- [SOURCE RECORDS]
····················

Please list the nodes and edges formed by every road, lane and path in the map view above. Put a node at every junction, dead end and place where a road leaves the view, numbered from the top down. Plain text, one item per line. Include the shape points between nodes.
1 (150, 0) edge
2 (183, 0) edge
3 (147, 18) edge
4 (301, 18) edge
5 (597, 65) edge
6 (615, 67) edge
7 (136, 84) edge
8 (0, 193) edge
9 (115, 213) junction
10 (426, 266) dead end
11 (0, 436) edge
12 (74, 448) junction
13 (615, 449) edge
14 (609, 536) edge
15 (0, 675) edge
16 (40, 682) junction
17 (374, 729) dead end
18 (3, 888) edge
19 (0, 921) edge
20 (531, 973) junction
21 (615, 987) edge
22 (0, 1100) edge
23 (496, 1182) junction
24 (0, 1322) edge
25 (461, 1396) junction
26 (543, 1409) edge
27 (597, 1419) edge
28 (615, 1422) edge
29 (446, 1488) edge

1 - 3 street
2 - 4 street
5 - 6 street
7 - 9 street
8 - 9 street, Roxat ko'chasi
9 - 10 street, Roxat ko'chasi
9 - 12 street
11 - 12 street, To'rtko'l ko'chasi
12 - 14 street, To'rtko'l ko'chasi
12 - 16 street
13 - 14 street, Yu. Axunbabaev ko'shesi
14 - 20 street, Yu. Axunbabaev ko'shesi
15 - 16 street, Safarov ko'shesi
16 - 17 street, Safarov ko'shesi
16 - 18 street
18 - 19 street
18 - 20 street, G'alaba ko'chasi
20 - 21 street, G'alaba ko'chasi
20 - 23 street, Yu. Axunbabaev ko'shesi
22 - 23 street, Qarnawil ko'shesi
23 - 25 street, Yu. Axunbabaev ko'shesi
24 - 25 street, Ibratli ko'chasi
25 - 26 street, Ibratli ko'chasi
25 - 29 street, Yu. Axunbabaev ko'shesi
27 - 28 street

····················

- [WORK REQUEST] Every line above that includes the word "chasi" should be listed.

- [RESULT OF THE EXERCISE]
8 - 9 street, Roxat ko'chasi
9 - 10 street, Roxat ko'chasi
11 - 12 street, To'rtko'l ko'chasi
12 - 14 street, To'rtko'l ko'chasi
18 - 20 street, G'alaba ko'chasi
20 - 21 street, G'alaba ko'chasi
24 - 25 street, Ibratli ko'chasi
25 - 26 street, Ibratli ko'chasi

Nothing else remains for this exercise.